------ Data for review ------
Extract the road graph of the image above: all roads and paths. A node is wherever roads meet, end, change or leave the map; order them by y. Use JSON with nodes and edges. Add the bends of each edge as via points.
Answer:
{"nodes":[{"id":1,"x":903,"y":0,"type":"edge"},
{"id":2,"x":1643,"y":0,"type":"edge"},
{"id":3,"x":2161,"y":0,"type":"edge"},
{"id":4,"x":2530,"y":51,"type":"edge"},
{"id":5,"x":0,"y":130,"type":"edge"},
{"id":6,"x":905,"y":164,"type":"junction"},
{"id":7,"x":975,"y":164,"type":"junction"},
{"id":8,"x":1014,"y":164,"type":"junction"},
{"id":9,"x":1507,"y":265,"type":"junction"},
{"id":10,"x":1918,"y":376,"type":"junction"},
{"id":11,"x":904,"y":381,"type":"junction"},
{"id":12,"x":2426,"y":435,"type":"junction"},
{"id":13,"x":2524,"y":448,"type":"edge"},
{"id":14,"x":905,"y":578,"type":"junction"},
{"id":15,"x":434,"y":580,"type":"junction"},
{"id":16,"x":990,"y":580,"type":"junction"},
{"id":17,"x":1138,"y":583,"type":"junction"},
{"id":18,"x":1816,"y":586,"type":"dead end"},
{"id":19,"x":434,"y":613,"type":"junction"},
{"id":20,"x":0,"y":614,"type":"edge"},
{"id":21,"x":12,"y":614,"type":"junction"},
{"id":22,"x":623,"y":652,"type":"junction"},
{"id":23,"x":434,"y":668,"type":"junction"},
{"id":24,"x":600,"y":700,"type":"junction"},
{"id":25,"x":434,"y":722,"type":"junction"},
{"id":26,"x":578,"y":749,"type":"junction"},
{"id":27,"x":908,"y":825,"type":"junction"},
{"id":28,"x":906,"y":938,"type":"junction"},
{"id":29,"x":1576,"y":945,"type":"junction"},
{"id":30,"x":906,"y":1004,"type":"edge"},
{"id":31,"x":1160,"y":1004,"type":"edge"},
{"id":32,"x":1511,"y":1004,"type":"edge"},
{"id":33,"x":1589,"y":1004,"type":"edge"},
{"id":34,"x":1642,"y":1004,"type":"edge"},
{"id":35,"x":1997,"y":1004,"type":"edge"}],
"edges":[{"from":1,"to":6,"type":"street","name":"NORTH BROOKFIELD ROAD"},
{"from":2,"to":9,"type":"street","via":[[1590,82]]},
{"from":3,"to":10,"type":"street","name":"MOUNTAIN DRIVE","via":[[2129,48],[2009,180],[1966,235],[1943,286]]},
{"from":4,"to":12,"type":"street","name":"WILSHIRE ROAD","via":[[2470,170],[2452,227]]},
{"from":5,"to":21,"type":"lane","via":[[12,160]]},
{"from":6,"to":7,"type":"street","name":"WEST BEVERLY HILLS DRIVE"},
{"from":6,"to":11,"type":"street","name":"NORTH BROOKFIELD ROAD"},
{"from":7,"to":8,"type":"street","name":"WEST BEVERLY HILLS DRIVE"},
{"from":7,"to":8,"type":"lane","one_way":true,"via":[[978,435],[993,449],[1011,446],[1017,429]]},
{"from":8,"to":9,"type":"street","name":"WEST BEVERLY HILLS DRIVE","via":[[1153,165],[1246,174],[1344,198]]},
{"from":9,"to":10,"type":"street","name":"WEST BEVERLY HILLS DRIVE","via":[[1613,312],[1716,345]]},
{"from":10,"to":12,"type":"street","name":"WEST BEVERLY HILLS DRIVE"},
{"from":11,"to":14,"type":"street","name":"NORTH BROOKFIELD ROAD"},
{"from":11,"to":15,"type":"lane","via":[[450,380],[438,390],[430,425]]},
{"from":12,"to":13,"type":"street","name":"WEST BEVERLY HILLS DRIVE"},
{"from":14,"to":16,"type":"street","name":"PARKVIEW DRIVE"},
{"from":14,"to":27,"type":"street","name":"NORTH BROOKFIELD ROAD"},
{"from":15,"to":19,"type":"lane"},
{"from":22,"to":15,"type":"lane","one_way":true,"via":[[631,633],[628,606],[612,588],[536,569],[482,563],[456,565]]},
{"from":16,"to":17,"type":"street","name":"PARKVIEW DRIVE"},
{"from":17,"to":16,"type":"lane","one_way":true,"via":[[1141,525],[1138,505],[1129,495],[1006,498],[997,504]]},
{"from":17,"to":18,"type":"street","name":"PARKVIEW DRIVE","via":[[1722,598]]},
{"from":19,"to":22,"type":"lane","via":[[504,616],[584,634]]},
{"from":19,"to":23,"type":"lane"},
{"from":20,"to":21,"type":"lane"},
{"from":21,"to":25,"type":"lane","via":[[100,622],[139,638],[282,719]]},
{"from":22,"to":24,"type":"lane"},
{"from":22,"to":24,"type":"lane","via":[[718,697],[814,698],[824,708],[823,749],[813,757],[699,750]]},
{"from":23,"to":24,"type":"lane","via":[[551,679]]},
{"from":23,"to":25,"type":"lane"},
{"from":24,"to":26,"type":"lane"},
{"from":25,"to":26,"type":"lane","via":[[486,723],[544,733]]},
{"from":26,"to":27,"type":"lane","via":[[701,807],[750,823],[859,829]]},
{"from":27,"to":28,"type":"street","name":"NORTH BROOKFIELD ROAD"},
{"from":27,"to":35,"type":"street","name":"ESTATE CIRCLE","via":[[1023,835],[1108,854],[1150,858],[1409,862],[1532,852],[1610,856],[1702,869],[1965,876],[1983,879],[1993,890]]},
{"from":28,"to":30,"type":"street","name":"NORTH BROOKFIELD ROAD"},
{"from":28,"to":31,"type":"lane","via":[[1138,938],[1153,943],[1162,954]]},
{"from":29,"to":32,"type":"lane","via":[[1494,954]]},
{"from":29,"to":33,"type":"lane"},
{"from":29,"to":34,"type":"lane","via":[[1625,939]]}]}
------
- [Problem requirements]: Among the lines of the listing above, which ones contain the word "WEST"? Show them.

- [Task response]:
{"from":6,"to":7,"type":"street","name":"WEST BEVERLY HILLS DRIVE"},
{"from":7,"to":8,"type":"street","name":"WEST BEVERLY HILLS DRIVE"},
{"from":8,"to":9,"type":"street","name":"WEST BEVERLY HILLS DRIVE","via":[[1153,165],[1246,174],[1344,198]]},
{"from":9,"to":10,"type":"street","name":"WEST BEVERLY HILLS DRIVE","via":[[1613,312],[1716,345]]},
{"from":10,"to":12,"type":"street","name":"WEST BEVERLY HILLS DRIVE"},
{"from":12,"to":13,"type":"street","name":"WEST BEVERLY HILLS DRIVE"},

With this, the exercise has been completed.